All of the records below are to be printed exactly; the pictures are to be left out.

[Start of section]

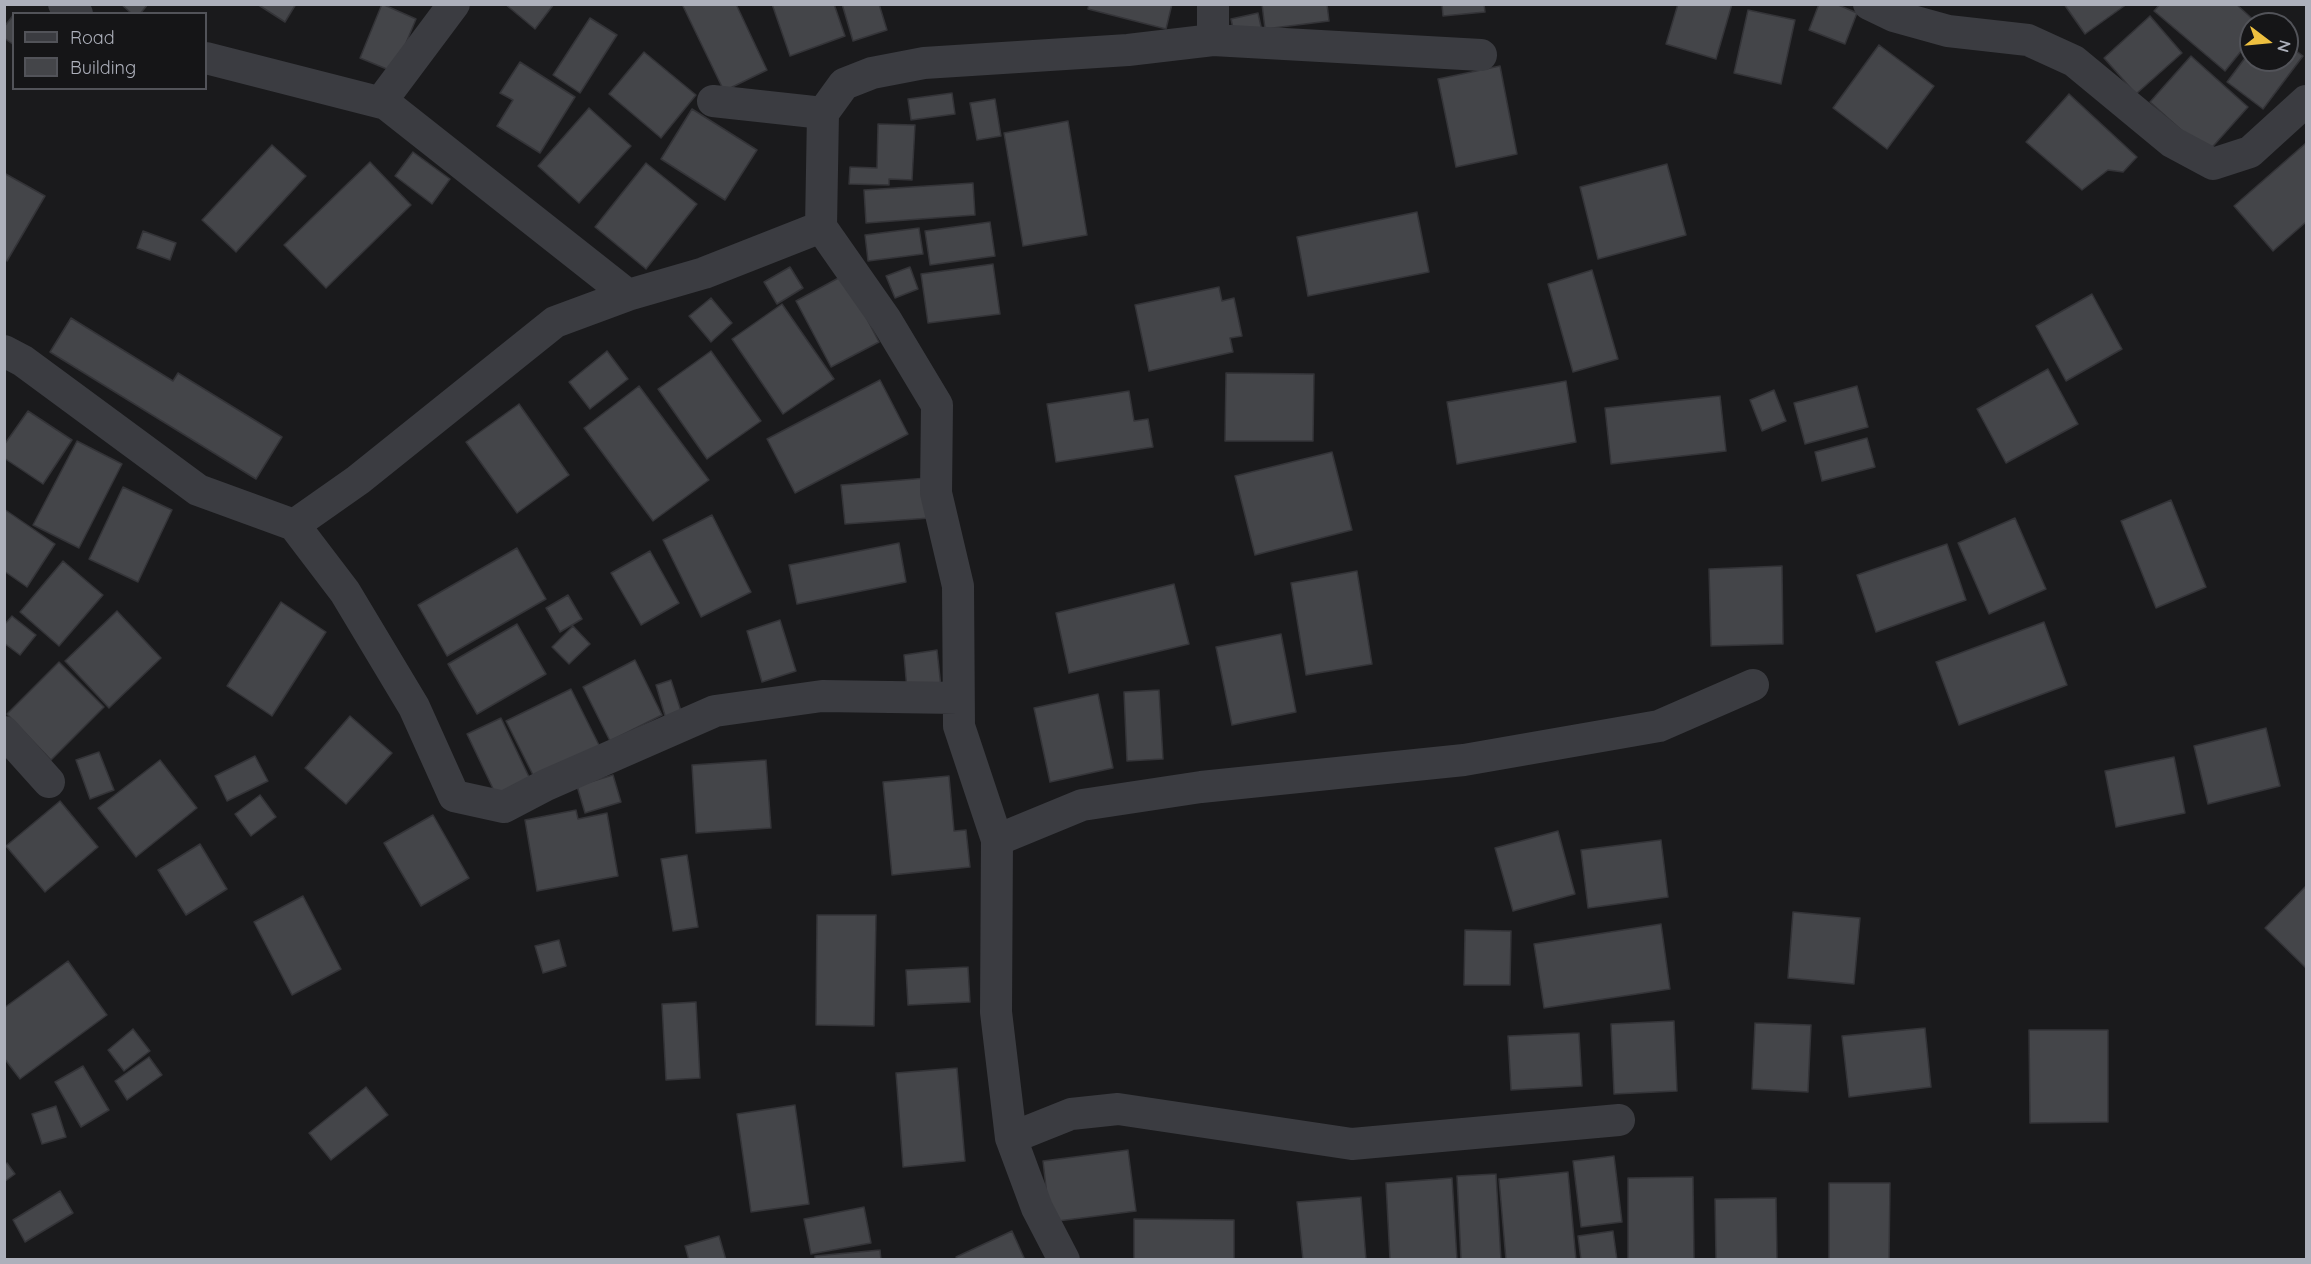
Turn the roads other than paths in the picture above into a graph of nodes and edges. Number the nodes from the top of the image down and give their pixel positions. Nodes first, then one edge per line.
1 (454, 4) edge
2 (1213, 4) edge
3 (1869, 4) edge
4 (1213, 40) junction
5 (1481, 55) dead end
6 (207, 58) edge
7 (713, 101) dead end
8 (2307, 101) edge
9 (386, 104) junction
10 (823, 113) junction
11 (820, 227) junction
12 (628, 295) junction
13 (4, 351) edge
14 (294, 525) junction
15 (1753, 685) dead end
16 (958, 698) junction
17 (4, 732) edge
18 (49, 782) dead end
19 (997, 840) junction
20 (1619, 1120) dead end
21 (1011, 1138) junction
22 (1064, 1260) edge

1 - 9 street
2 - 4 street
3 - 8 street
4 - 5 street
4 - 10 street
6 - 9 street
7 - 10 street
9 - 12 street
10 - 11 street
11 - 12 street
11 - 16 street
12 - 14 street
13 - 14 street
14 - 16 street
15 - 19 street
16 - 19 street
17 - 18 street
19 - 21 street
20 - 21 street
21 - 22 street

[End of section]

**Reply**
Turn the roads other than paths in the picture above into a graph of nodes and edges. Number the nodes from the top of the image down and give their pixel positions. Nodes first, then one edge per line.
1 (454, 4) edge
2 (1213, 4) edge
3 (1869, 4) edge
4 (1213, 40) junction
5 (1481, 55) dead end
6 (207, 58) edge
7 (713, 101) dead end
8 (2307, 101) edge
9 (386, 104) junction
10 (823, 113) junction
11 (820, 227) junction
12 (628, 295) junction
13 (4, 351) edge
14 (294, 525) junction
15 (1753, 685) dead end
16 (958, 698) junction
17 (4, 732) edge
18 (49, 782) dead end
19 (997, 840) junction
20 (1619, 1120) dead end
21 (1011, 1138) junction
22 (1064, 1260) edge

1 - 9 street
2 - 4 street
3 - 8 street
4 - 5 street
4 - 10 street
6 - 9 street
7 - 10 street
9 - 12 street
10 - 11 street
11 - 12 street
11 - 16 street
12 - 14 street
13 - 14 street
14 - 16 street
15 - 19 street
16 - 19 street
17 - 18 street
19 - 21 street
20 - 21 street
21 - 22 street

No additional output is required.